The recent dispute in the Galwan Valley started when Chinese soldiers came 3 km inside the Indian side of the LAC. There were reports of some little skirmishes also. India claims the Aksai Chin area which is controlled by China. According to the reports, more than a thousand Chinese troops have entered the Indian territory near Pangong Lake. India also claims various “finger areas” near Pangong Lake which are under Chinese occupation.
Trump in an attempt to mediate between India and China which was rejected by both the countries. In a very recent move, China has also warned India that they shall not interfere in the ongoing cold war between China and the USA; if they did, it would lead to major repercussions, which India—already hit badly by COVID-19 will not be able to bear.

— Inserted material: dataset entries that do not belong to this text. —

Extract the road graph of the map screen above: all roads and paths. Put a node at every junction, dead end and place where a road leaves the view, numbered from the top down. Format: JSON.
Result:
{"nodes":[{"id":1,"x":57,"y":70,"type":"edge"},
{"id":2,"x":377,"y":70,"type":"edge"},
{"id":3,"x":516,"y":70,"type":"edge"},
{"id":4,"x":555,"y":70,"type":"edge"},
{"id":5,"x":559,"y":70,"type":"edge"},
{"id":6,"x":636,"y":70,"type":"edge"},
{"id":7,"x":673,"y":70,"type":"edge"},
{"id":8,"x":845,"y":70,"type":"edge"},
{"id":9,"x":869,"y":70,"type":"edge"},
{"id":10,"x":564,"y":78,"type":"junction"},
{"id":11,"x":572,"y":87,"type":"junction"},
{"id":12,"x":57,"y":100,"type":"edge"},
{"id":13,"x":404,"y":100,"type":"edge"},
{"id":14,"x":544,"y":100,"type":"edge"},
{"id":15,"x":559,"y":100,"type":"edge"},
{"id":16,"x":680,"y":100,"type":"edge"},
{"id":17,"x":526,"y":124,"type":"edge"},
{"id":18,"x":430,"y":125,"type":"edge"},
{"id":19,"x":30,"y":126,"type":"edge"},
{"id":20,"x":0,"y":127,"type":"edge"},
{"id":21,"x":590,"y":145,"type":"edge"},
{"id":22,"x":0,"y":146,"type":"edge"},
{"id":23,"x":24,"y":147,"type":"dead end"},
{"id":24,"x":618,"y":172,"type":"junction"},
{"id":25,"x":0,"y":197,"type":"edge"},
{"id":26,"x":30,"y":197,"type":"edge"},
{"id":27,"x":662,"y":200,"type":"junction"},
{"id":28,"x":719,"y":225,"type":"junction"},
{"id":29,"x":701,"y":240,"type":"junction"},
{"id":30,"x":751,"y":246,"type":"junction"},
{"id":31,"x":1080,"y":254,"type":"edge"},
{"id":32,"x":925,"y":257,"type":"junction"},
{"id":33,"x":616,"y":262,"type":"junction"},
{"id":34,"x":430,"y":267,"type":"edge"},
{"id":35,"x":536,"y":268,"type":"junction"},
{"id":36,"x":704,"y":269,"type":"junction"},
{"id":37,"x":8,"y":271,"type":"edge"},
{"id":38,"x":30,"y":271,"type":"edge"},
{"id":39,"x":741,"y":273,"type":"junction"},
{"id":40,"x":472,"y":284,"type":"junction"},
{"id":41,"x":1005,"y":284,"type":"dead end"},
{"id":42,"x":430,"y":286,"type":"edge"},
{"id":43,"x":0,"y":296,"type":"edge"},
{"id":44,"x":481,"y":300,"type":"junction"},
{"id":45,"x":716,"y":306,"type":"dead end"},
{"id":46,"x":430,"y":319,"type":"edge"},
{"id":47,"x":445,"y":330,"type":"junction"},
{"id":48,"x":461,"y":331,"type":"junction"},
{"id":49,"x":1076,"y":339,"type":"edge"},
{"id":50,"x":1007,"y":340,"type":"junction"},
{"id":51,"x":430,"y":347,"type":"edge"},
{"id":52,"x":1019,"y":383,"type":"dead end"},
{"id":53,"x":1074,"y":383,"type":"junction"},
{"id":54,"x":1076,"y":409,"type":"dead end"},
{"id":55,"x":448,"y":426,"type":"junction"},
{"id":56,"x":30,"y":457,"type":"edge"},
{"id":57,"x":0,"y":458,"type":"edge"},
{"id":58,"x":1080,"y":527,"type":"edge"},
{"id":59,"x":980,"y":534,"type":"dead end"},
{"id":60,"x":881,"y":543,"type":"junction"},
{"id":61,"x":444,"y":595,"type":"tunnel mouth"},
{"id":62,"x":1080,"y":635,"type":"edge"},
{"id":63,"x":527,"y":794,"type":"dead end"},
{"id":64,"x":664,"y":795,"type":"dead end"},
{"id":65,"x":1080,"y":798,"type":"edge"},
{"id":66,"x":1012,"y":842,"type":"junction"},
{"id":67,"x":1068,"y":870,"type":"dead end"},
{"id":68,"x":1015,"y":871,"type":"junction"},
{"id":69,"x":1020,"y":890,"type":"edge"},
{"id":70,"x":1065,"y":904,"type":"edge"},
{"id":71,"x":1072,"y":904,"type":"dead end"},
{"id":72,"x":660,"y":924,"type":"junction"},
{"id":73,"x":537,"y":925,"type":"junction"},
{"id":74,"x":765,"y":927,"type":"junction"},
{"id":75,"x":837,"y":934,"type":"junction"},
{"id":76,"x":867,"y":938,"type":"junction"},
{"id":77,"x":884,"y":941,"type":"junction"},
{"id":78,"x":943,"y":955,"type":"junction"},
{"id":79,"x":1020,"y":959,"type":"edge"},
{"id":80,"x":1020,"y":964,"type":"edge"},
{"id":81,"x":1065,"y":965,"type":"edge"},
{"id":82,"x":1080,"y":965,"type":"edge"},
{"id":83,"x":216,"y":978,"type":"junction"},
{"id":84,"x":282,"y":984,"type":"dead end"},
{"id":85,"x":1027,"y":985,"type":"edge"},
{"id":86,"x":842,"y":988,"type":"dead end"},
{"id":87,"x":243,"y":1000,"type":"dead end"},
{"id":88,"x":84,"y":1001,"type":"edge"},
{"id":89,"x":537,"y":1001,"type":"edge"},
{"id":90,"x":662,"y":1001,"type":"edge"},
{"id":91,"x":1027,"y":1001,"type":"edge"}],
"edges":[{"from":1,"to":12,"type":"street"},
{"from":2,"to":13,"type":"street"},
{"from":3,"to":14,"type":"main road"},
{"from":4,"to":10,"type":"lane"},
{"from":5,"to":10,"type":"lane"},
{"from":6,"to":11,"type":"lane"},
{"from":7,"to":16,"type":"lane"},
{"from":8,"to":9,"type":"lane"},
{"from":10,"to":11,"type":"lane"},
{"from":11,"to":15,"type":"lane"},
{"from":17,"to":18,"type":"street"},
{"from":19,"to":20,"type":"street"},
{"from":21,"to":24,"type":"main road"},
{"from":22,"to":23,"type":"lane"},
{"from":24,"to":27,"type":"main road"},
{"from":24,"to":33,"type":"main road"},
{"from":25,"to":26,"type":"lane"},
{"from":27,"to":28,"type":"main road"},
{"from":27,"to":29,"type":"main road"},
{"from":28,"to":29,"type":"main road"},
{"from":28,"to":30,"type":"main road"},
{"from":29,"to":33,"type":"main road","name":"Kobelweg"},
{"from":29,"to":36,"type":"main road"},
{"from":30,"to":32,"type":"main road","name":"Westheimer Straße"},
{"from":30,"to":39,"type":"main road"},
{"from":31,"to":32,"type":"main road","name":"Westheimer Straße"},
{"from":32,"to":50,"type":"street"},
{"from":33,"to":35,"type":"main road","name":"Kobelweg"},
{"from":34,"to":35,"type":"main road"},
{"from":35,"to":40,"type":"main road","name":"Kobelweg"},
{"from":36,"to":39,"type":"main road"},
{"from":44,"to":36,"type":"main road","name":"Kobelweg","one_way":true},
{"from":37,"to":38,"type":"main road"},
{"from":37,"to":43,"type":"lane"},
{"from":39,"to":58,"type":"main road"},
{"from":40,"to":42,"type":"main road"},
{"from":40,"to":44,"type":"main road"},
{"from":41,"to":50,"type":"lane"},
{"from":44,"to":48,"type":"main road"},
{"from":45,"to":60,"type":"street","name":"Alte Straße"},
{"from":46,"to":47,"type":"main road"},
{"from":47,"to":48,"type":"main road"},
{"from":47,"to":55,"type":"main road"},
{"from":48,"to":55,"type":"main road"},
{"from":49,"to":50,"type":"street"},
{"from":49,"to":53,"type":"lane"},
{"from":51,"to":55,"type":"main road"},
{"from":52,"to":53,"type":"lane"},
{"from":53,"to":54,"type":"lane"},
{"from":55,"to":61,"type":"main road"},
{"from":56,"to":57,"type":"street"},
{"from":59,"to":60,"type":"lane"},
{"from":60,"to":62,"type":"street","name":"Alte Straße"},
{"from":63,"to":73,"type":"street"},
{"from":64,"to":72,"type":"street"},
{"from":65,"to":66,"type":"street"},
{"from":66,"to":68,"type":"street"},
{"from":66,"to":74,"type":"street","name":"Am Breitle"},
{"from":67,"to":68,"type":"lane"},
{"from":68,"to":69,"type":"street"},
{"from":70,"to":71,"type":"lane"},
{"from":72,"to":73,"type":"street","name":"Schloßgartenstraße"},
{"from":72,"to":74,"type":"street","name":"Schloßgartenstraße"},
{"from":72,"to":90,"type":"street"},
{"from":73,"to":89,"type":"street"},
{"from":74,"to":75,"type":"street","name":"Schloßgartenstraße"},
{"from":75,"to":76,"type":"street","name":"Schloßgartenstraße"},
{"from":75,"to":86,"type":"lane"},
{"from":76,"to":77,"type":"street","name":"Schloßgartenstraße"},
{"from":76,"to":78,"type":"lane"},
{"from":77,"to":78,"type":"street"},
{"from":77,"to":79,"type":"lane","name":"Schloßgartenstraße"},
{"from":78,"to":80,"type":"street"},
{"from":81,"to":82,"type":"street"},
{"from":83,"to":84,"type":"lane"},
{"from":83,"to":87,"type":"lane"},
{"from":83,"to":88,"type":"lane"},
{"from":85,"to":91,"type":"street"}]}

To top it all, China has also been using the Nepal Communist Party government in China to further their anti-India agenda with various moves. In a major geopolitical move, China actively saved the communist government in Nepal, where the Chinese envoy Hou Yanqui managed the whole Nepali politics and saved the Nepali Communist Party from disintegrating into various factions. Before the Chinese management, Nepali politics was destabilised and various chances of the fresh election were there.
Post this event, the frequency of anti-India statements from the members of the Nepal Communist Party increased and a new low in the India Nepal relations. Very recently after India constructed a road to ease the travelling of pilgrims to the Kailash Mansarovar, Nepal commented on the construction and referred to it as Indian encroachment of Nepali territories. In reply of which Indian Army Chief, General Manoj Mukund Narwane accused Nepal of “Acting on the behest of someone”, translating to Nepal acting as a Chinese puppet. Nepali Foreign minister said that this unprofessional comment by the Indian Army Chief is an insult of Gurkha soldiers and the history of Nepal.
With increasing Chinese influence in the internal matters of Nepal, the latter is emerging as a security threat to India. In June 2019, the Chinese language was made compulsory by the Nepali Authorities in the educational institutions. An interesting fact was that China offered to pay the teachers teaching the Chinese language. In a very controversial move, Nepal released a new map of their country which showed various Indian territories as Nepali territories. Although, the map is yet to be approved by the Nepali Parliament.
The major concern for the India-Nepal border issue is the origin of the Mahakali river which was decided as the border of British India and the Kingdom of Nepal after the Treaty of Sugauli in 1816. This was because there is more than one stream which forms the river and both the nations recognise different streams as the border. Nepal has also said that they will deploy more forces on the India border and will create more posts to monitor any illegal construction by the Indian authorities in future.